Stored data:

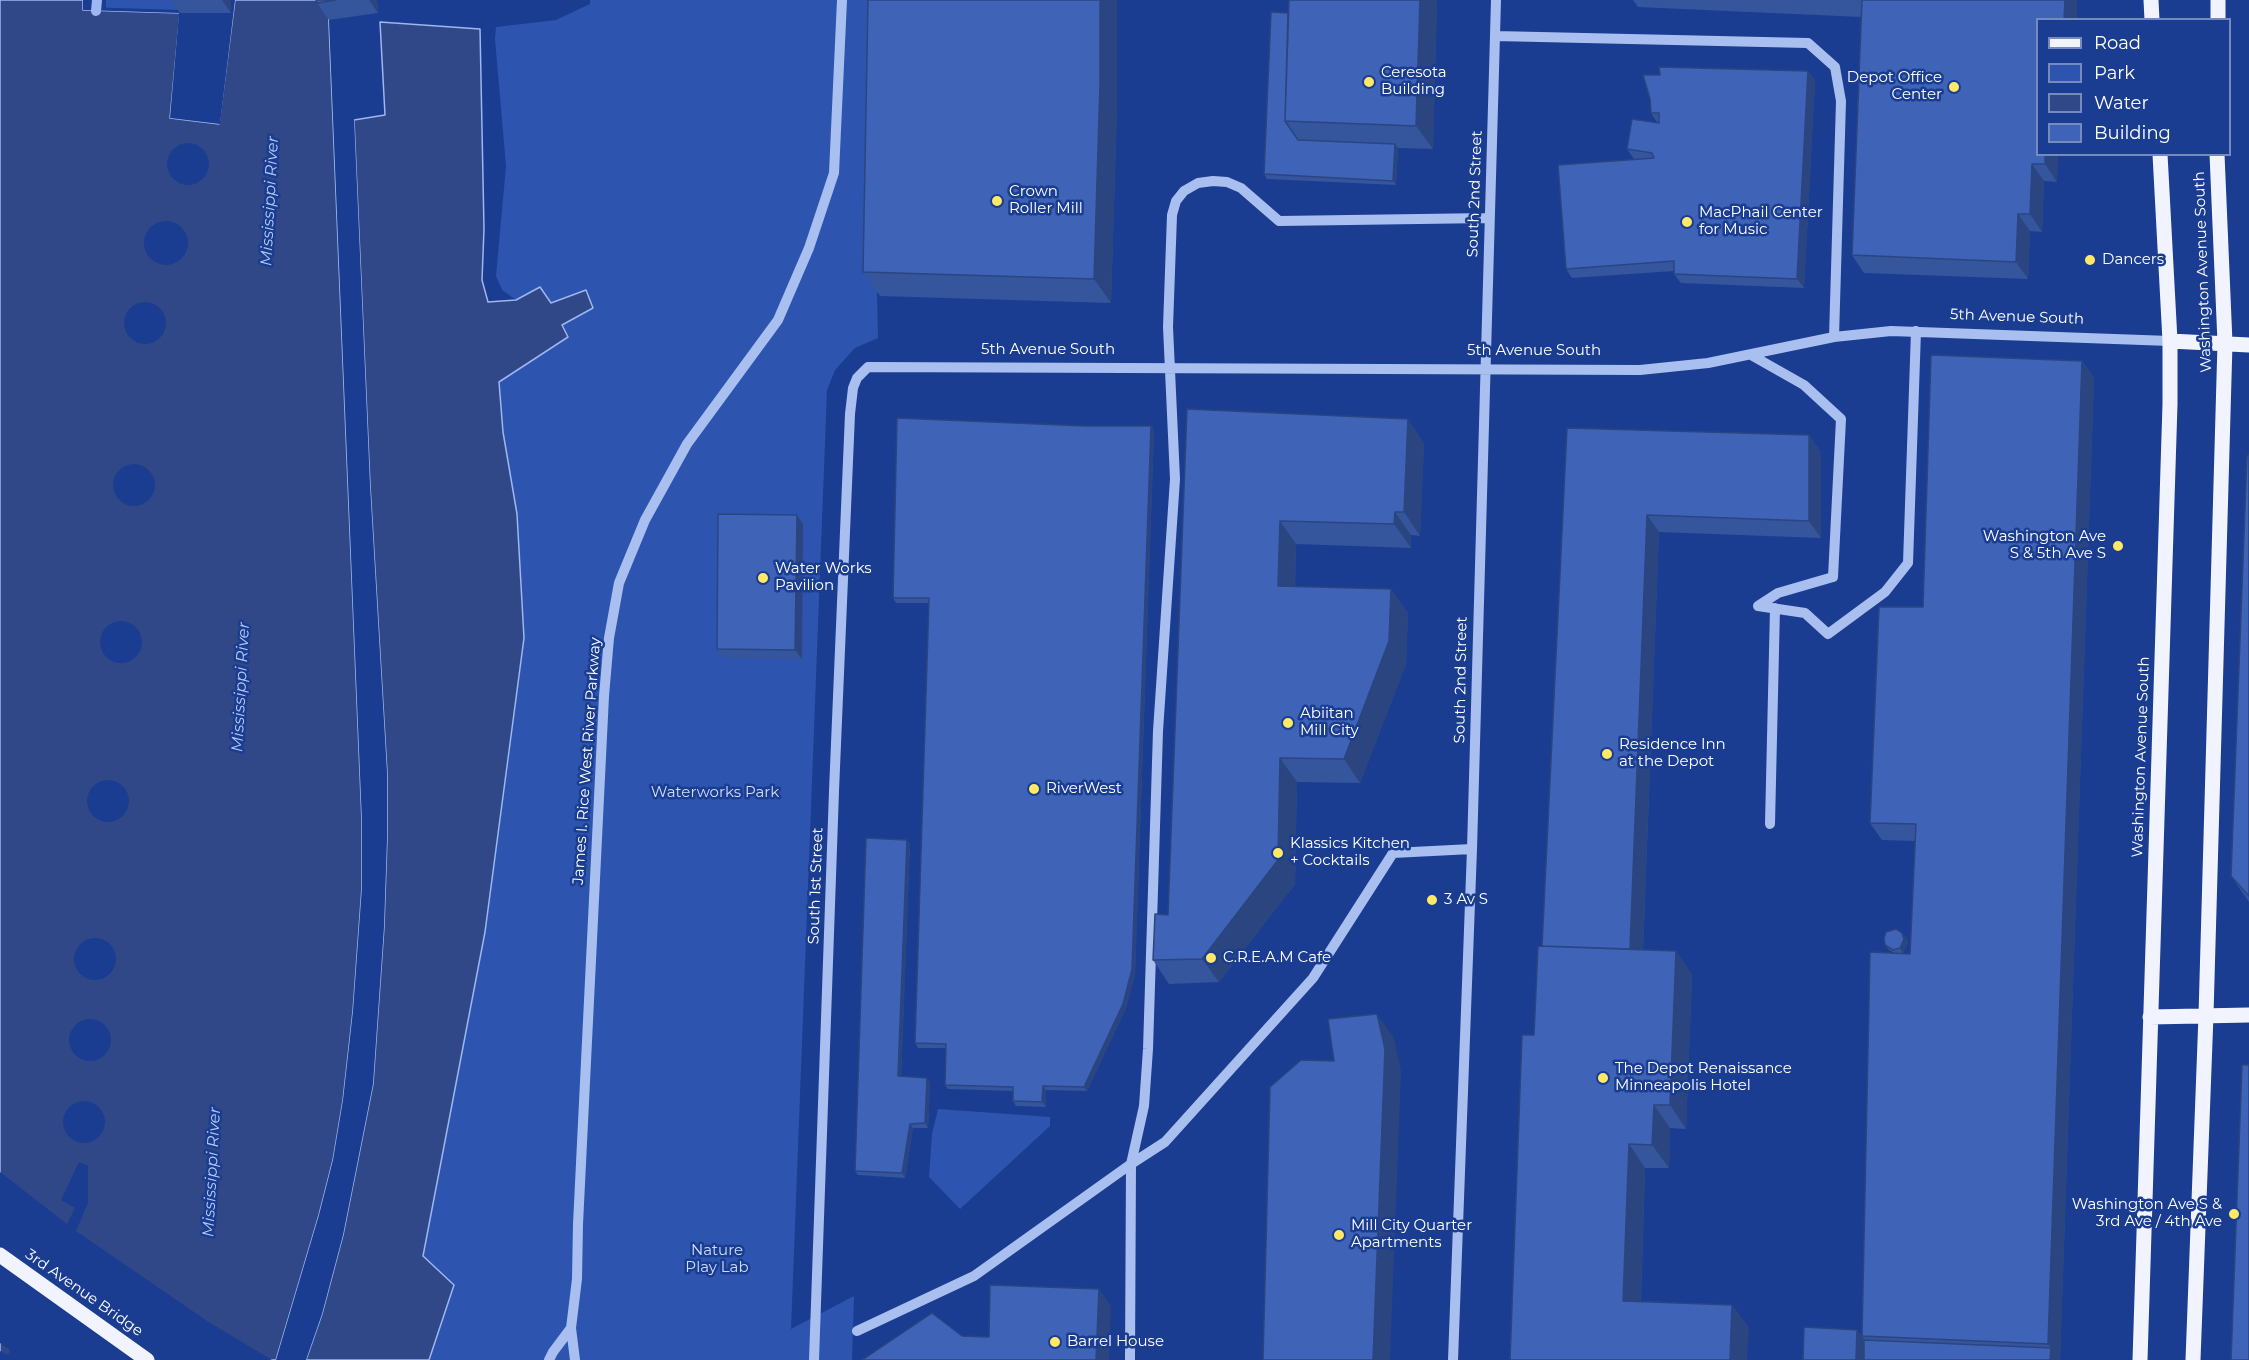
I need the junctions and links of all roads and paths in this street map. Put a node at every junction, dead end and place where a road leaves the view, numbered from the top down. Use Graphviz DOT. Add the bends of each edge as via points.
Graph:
graph roads {
  1 [pos="842,0"];
  2 [pos="1496,0"];
  3 [pos="2151,0"];
  4 [pos="2218,0"];
  5 [pos="2152,18"];
  6 [pos="2218,18"];
  7 [pos="1495,36"];
  8 [pos="2160,156"];
  9 [pos="2217,156"];
  10 [pos="1489,218"];
  11 [pos="1916,331"];
  12 [pos="1834,337"];
  13 [pos="2170,341"];
  14 [pos="2225,343"];
  15 [pos="2249,345"];
  16 [pos="1751,355"];
  17 [pos="1170,368"];
  18 [pos="1487,369"];
  19 [pos="850,414"];
  20 [pos="1775,609"];
  21 [pos="1770,824"];
  22 [pos="1472,849"];
  23 [pos="2206,1015"];
  24 [pos="2249,1016"];
  25 [pos="2150,1017"];
  26 [pos="1131,1164"];
  27 [pos="0,1255"];
  28 [pos="571,1328"];
  29 [pos="857,1331"];
  30 [pos="147,1360"];
  31 [pos="549,1360"];
  32 [pos="575,1360"];
  33 [pos="814,1360"];
  34 [pos="1130,1360"];
  35 [pos="1453,1360"];
  36 [pos="2140,1360"];
  37 [pos="2193,1360"];
  1 -- 28 [label="street, James I. Rice West River Parkway" via="834,173 809,248 778,320 687,444 645,520 619,583 604,696 577,1279"];
  2 -- 7 [label="street, South 2nd Street"];
  3 -- 5 [label="main road"];
  4 -- 6 [label="main road"];
  7 -- 10 [label="street, South 2nd Street"];
  7 -- 12 [label="street" via="1808,43 1835,67 1841,101"];
  8 -- 13 [label="main road, Washington Avenue South"];
  9 -- 14 [label="main road, Washington Avenue South"];
  10 -- 17 [label="street" via="1280,221 1234,185 1198,183 1184,191 1172,215"];
  10 -- 18 [label="street, South 2nd Street"];
  11 -- 12 [label="street, 5th Avenue South"];
  11 -- 13 [label="street, 5th Avenue South"];
  11 -- 20 [label="street" via="1908,563 1885,592 1828,634 1805,613"];
  12 -- 16 [label="street, 5th Avenue South"];
  13 -- 14 [label="main road, 5th Avenue South"];
  13 -- 25 [label="main road, Washington Avenue South"];
  14 -- 15 [label="main road, 5th Avenue South"];
  14 -- 23 [label="main road, Washington Avenue South"];
  16 -- 18 [label="street, 5th Avenue South" via="1640,370"];
  16 -- 20 [label="street" via="1804,386 1841,419 1833,577 1778,593 1758,606"];
  17 -- 18 [label="street, 5th Avenue South"];
  17 -- 19 [label="street, 5th Avenue South" via="868,367 853,388"];
  17 -- 26 [label="street" via="1175,479 1158,731 1148,1049 1144,1106"];
  18 -- 22 [label="street, South 2nd Street"];
  19 -- 33 [label="street, South 1st Street"];
  20 -- 21 [label="street"];
  22 -- 26 [label="street" via="1393,853 1313,978 1165,1142"];
  22 -- 35 [label="street, South 2nd Street"];
  23 -- 24 [label="main road"];
  23 -- 25 [label="main road"];
  23 -- 37 [label="main road, Washington Avenue South"];
  25 -- 36 [label="main road, Washington Avenue South"];
  26 -- 29 [label="street" via="974,1276"];
  26 -- 34 [label="street"];
  27 -- 30 [label="main road, 3rd Avenue Bridge"];
  28 -- 31 [label="street, James I. Rice West River Parkway"];
  28 -- 32 [label="street, James I. Rice West River Parkway"];
}
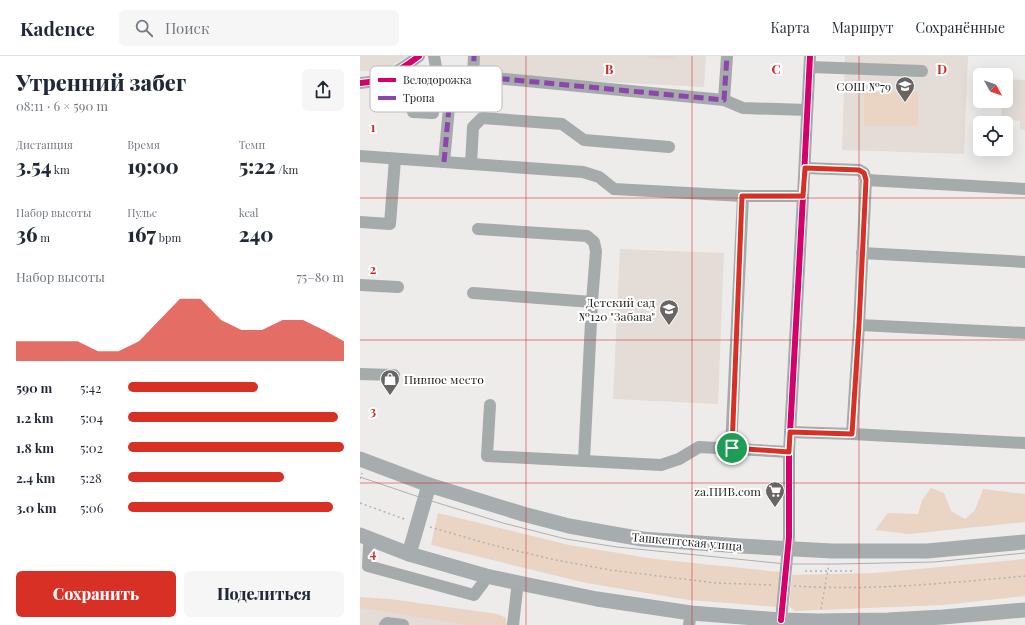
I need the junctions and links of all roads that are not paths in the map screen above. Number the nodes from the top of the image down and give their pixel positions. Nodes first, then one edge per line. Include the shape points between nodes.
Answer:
1 (419, 56) edge
2 (434, 56) edge
3 (474, 56) edge
4 (726, 56) edge
5 (810, 61) edge
6 (405, 66) edge
7 (436, 66) edge
8 (474, 66) edge
9 (922, 71) dead end
10 (502, 79) edge
11 (370, 81) edge
12 (360, 83) edge
13 (724, 100) junction
14 (808, 110) junction
15 (413, 112) dead end
16 (433, 112) edge
17 (449, 112) edge
18 (670, 147) dead end
19 (360, 156) edge
20 (395, 159) junction
21 (444, 162) junction
22 (471, 164) junction
23 (805, 168) junction
24 (866, 180) junction
25 (1025, 189) edge
26 (742, 196) junction
27 (803, 196) junction
28 (360, 222) edge
29 (478, 229) dead end
30 (862, 253) junction
31 (1025, 262) edge
32 (360, 285) edge
33 (398, 287) dead end
34 (473, 293) dead end
35 (592, 302) junction
36 (859, 325) junction
37 (1025, 333) edge
38 (360, 374) edge
39 (394, 375) dead end
40 (490, 405) dead end
41 (790, 432) junction
42 (852, 434) junction
43 (1025, 443) edge
44 (732, 448) junction
45 (789, 452) junction
46 (584, 460) junction
47 (361, 466) edge
48 (428, 485) junction
49 (365, 537) edge
50 (1025, 542) edge
51 (788, 549) junction
52 (409, 554) junction
53 (486, 576) junction
54 (519, 583) junction
55 (1025, 610) edge
56 (690, 619) edge
57 (789, 622) edge
58 (385, 625) edge
59 (402, 625) edge
60 (513, 625) edge

1 - 6 street
2 - 7 street
3 - 8 street
4 - 13 street
5 - 9 street
5 - 14 street
10 - 13 street
11 - 12 street
13 - 14 street via 743,108
14 - 23 street
15 - 16 street
17 - 21 street
18 - 22 street via 584,140 562,124 482,118 474,127
19 - 20 street
20 - 21 street
20 - 28 street via 390,224
21 - 22 street
22 - 26 street via 583,172 599,178 614,189
23 - 24 street via 859,170 864,173
23 - 27 street
24 - 25 street
24 - 30 street
26 - 27 street
26 - 44 street
27 - 41 street
29 - 35 street via 587,236 594,242 596,251
30 - 31 street
30 - 36 street
32 - 33 street
34 - 35 street
35 - 46 street
36 - 37 street
36 - 42 street
38 - 39 street
40 - 46 street via 487,456
41 - 42 street
41 - 45 street
42 - 43 street
44 - 45 street
44 - 46 street via 699,447 679,459 661,465
45 - 51 street
47 - 48 main road, Ташкентская улица
48 - 51 main road, Ташкентская улица via 569,526 635,537
48 - 52 main road
49 - 52 main road
49 - 53 street via 369,546 368,566 474,595
50 - 51 main road, Ташкентская улица via 927,551
51 - 57 street via 784,585
52 - 53 main road
53 - 54 main road
54 - 56 main road
54 - 60 street
55 - 57 main road via 888,620
56 - 57 main road
58 - 59 street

PROMPT: What is needed is an exact copy of the data, without any pictures.

OUTPUT OF THE TASK:
I need the junctions and links of all roads and paths in this street map. Put a node at every junction, dead end and place where a road leaves the view, numbered from the top down. Use Graphviz DOT. Add the bends of each edge as via points.
Graph:
graph roads {
  1 [pos="842,0"];
  2 [pos="1496,0"];
  3 [pos="2151,0"];
  4 [pos="2218,0"];
  5 [pos="2152,18"];
  6 [pos="2218,18"];
  7 [pos="1495,36"];
  8 [pos="2160,156"];
  9 [pos="2217,156"];
  10 [pos="1489,218"];
  11 [pos="1916,331"];
  12 [pos="1834,337"];
  13 [pos="2170,341"];
  14 [pos="2225,343"];
  15 [pos="2249,345"];
  16 [pos="1751,355"];
  17 [pos="1170,368"];
  18 [pos="1487,369"];
  19 [pos="850,414"];
  20 [pos="1775,609"];
  21 [pos="1770,824"];
  22 [pos="1472,849"];
  23 [pos="2206,1015"];
  24 [pos="2249,1016"];
  25 [pos="2150,1017"];
  26 [pos="1131,1164"];
  27 [pos="0,1255"];
  28 [pos="571,1328"];
  29 [pos="857,1331"];
  30 [pos="147,1360"];
  31 [pos="549,1360"];
  32 [pos="575,1360"];
  33 [pos="814,1360"];
  34 [pos="1130,1360"];
  35 [pos="1453,1360"];
  36 [pos="2140,1360"];
  37 [pos="2193,1360"];
  1 -- 28 [label="street, James I. Rice West River Parkway" via="834,173 809,248 778,320 687,444 645,520 619,583 604,696 577,1279"];
  2 -- 7 [label="street, South 2nd Street"];
  3 -- 5 [label="main road"];
  4 -- 6 [label="main road"];
  7 -- 10 [label="street, South 2nd Street"];
  7 -- 12 [label="street" via="1808,43 1835,67 1841,101"];
  8 -- 13 [label="main road, Washington Avenue South"];
  9 -- 14 [label="main road, Washington Avenue South"];
  10 -- 17 [label="street" via="1280,221 1234,185 1198,183 1184,191 1172,215"];
  10 -- 18 [label="street, South 2nd Street"];
  11 -- 12 [label="street, 5th Avenue South"];
  11 -- 13 [label="street, 5th Avenue South"];
  11 -- 20 [label="street" via="1908,563 1885,592 1828,634 1805,613"];
  12 -- 16 [label="street, 5th Avenue South"];
  13 -- 14 [label="main road, 5th Avenue South"];
  13 -- 25 [label="main road, Washington Avenue South"];
  14 -- 15 [label="main road, 5th Avenue South"];
  14 -- 23 [label="main road, Washington Avenue South"];
  16 -- 18 [label="street, 5th Avenue South" via="1640,370"];
  16 -- 20 [label="street" via="1804,386 1841,419 1833,577 1778,593 1758,606"];
  17 -- 18 [label="street, 5th Avenue South"];
  17 -- 19 [label="street, 5th Avenue South" via="868,367 853,388"];
  17 -- 26 [label="street" via="1175,479 1158,731 1148,1049 1144,1106"];
  18 -- 22 [label="street, South 2nd Street"];
  19 -- 33 [label="street, South 1st Street"];
  20 -- 21 [label="street"];
  22 -- 26 [label="street" via="1393,853 1313,978 1165,1142"];
  22 -- 35 [label="street, South 2nd Street"];
  23 -- 24 [label="main road"];
  23 -- 25 [label="main road"];
  23 -- 37 [label="main road, Washington Avenue South"];
  25 -- 36 [label="main road, Washington Avenue South"];
  26 -- 29 [label="street" via="974,1276"];
  26 -- 34 [label="street"];
  27 -- 30 [label="main road, 3rd Avenue Bridge"];
  28 -- 31 [label="street, James I. Rice West River Parkway"];
  28 -- 32 [label="street, James I. Rice West River Parkway"];
}
I need the junctions and links of all roads that are not paths in the map screen above. Number the nodes from the top of the image down and give their pixel positions. Nodes first, then one edge per line. Include the shape points between nodes.
Answer:
1 (419, 56) edge
2 (434, 56) edge
3 (474, 56) edge
4 (726, 56) edge
5 (810, 61) edge
6 (405, 66) edge
7 (436, 66) edge
8 (474, 66) edge
9 (922, 71) dead end
10 (502, 79) edge
11 (370, 81) edge
12 (360, 83) edge
13 (724, 100) junction
14 (808, 110) junction
15 (413, 112) dead end
16 (433, 112) edge
17 (449, 112) edge
18 (670, 147) dead end
19 (360, 156) edge
20 (395, 159) junction
21 (444, 162) junction
22 (471, 164) junction
23 (805, 168) junction
24 (866, 180) junction
25 (1025, 189) edge
26 (742, 196) junction
27 (803, 196) junction
28 (360, 222) edge
29 (478, 229) dead end
30 (862, 253) junction
31 (1025, 262) edge
32 (360, 285) edge
33 (398, 287) dead end
34 (473, 293) dead end
35 (592, 302) junction
36 (859, 325) junction
37 (1025, 333) edge
38 (360, 374) edge
39 (394, 375) dead end
40 (490, 405) dead end
41 (790, 432) junction
42 (852, 434) junction
43 (1025, 443) edge
44 (732, 448) junction
45 (789, 452) junction
46 (584, 460) junction
47 (361, 466) edge
48 (428, 485) junction
49 (365, 537) edge
50 (1025, 542) edge
51 (788, 549) junction
52 (409, 554) junction
53 (486, 576) junction
54 (519, 583) junction
55 (1025, 610) edge
56 (690, 619) edge
57 (789, 622) edge
58 (385, 625) edge
59 (402, 625) edge
60 (513, 625) edge

1 - 6 street
2 - 7 street
3 - 8 street
4 - 13 street
5 - 9 street
5 - 14 street
10 - 13 street
11 - 12 street
13 - 14 street via 743,108
14 - 23 street
15 - 16 street
17 - 21 street
18 - 22 street via 584,140 562,124 482,118 474,127
19 - 20 street
20 - 21 street
20 - 28 street via 390,224
21 - 22 street
22 - 26 street via 583,172 599,178 614,189
23 - 24 street via 859,170 864,173
23 - 27 street
24 - 25 street
24 - 30 street
26 - 27 street
26 - 44 street
27 - 41 street
29 - 35 street via 587,236 594,242 596,251
30 - 31 street
30 - 36 street
32 - 33 street
34 - 35 street
35 - 46 street
36 - 37 street
36 - 42 street
38 - 39 street
40 - 46 street via 487,456
41 - 42 street
41 - 45 street
42 - 43 street
44 - 45 street
44 - 46 street via 699,447 679,459 661,465
45 - 51 street
47 - 48 main road, Ташкентская улица
48 - 51 main road, Ташкентская улица via 569,526 635,537
48 - 52 main road
49 - 52 main road
49 - 53 street via 369,546 368,566 474,595
50 - 51 main road, Ташкентская улица via 927,551
51 - 57 street via 784,585
52 - 53 main road
53 - 54 main road
54 - 56 main road
54 - 60 street
55 - 57 main road via 888,620
56 - 57 main road
58 - 59 street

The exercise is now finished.